I try to prove that: Given $$a_n=\sum_{k=1}^{n}\binom{n-1}{k-1}(k-1)!a_{n-k},a_0 = a_1 = 1$$. Prove that $$a_n=n!$$ for any natural $$n$$, by finding a combinatorics problem that fits both. any solution (combinatorial proofs)?

• $a_n=\sum_{k=1}^{n}\binom{n-1}{k-1}(k-1)!a_{n-k},a_1=1,a_0=1\rightarrow a_n=n!$ really doesn't make sense. Moreover, induction proof should work ! – Surb Feb 1 at 12:59
• what doesn't make any sense? this identity is right. you can check it. – proven Feb 1 at 13:03
• Maybe it make sense for you, but not for me ! What does mean $a_n=\sum_{k=1}^{n}\binom{n-1}{k-1}(k-1)!a_{n-k},a_1=1,a_0=1\rightarrow a_n=n!$ ? is it a limit ? – Surb Feb 1 at 13:11
• if n is 0, then a_n is 1. if n is 1, then a_n is 1. if n is natural and greater than 1, it is the formula with the sum. The identity claims, that the general formula of a_n is exactly n! – proven Feb 1 at 13:12
• make sense now? – proven Feb 1 at 13:12

We'll show by induction that $$a_n$$ is the number of permutations of $$n$$ elements, and it'll follow from this that $$a_n = n!$$.
Base: $$a_0 = a_1 = 1$$ is indeed the number of permutations of 0 and 1 elements respectively.
Assume $$a_t$$ is the number of permutations of $$t$$ elements for all $$t < l$$. Then we'll prove that $$a_l$$ is the number of permutations of $$l$$ elements.
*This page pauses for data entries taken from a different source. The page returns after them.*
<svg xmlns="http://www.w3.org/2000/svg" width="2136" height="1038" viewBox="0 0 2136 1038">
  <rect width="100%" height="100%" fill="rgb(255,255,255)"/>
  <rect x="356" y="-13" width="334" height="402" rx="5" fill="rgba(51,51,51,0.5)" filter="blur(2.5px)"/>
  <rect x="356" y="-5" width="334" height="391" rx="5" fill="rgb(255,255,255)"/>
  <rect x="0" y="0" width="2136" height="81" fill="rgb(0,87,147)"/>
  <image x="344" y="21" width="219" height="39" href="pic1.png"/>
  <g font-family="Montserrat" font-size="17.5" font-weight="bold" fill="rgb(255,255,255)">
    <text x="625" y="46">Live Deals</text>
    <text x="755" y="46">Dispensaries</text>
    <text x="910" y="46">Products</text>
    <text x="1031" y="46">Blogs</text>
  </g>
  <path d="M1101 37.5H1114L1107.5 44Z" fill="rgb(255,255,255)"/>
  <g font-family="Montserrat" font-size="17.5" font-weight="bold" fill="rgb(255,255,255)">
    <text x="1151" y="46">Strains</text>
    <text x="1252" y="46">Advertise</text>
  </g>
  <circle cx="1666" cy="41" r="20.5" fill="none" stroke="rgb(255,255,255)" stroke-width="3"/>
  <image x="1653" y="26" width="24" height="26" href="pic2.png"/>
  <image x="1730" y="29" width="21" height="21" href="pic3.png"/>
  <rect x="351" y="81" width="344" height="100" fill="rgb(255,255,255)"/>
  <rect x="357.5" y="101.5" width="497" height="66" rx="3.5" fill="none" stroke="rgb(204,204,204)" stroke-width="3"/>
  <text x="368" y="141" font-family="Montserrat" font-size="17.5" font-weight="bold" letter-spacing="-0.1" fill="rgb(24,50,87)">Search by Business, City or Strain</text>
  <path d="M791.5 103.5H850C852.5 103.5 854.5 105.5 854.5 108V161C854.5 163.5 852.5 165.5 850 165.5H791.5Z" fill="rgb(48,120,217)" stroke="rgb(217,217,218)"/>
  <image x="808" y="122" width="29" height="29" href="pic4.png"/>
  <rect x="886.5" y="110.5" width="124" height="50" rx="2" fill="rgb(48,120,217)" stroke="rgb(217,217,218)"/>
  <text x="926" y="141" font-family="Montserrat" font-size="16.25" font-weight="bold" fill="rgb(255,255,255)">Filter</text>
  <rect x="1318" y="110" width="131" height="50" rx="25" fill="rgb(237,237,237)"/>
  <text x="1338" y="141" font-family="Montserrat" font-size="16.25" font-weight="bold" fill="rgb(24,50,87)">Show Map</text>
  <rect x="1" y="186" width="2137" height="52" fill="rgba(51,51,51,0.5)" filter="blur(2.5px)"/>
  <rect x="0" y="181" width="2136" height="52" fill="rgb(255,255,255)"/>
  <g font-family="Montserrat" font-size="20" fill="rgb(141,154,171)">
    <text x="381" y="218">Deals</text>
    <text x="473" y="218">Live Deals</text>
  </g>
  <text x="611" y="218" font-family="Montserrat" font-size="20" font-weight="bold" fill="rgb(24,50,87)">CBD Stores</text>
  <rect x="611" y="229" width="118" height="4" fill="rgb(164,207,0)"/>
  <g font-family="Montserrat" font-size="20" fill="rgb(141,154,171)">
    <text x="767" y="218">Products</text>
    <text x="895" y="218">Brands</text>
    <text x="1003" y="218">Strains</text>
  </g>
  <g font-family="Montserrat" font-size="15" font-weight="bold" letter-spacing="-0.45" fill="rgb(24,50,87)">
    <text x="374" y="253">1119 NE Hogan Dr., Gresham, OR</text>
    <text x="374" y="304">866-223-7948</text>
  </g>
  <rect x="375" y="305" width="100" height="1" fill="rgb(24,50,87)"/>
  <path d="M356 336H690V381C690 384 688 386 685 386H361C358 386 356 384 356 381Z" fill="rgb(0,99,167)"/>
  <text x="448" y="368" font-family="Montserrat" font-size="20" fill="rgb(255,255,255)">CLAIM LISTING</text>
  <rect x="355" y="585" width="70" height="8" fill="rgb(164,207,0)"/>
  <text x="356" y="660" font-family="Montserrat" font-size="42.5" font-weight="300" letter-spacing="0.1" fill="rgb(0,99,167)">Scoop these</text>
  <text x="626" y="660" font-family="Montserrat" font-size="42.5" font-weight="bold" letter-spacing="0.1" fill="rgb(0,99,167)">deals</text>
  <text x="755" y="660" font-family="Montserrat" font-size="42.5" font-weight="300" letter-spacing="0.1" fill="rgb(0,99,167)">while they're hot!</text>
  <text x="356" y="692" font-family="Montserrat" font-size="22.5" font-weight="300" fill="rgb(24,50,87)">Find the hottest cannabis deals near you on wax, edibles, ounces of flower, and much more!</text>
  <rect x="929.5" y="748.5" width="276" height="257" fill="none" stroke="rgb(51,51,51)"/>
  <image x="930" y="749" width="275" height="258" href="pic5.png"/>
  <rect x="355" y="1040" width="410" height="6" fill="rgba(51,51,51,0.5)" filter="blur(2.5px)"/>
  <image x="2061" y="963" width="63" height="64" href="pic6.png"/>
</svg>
Assume we're permuting the numbers from 1 to $$n$$. First, we can choose any position for the number $$1$$. If 1 is in position $$k$$, we need choose the $$k-1$$ from the remaining $$n-1$$ numbers to come before it, and we have $$(k-1)!$$ ways to order them. We're left with $$n-k$$ numbers that we ween to place after the 1, and we can do that in $$(n-k)! = a_{n-k}$$ ways (by induction hypothesis). Thus, we have a total of $$\sum_{k=1}^n {n - 1 \choose k - 1}(k-1)!a_{n-k}$$ ways to permute $$n$$ numbers. By definition, this is $$a_n$$.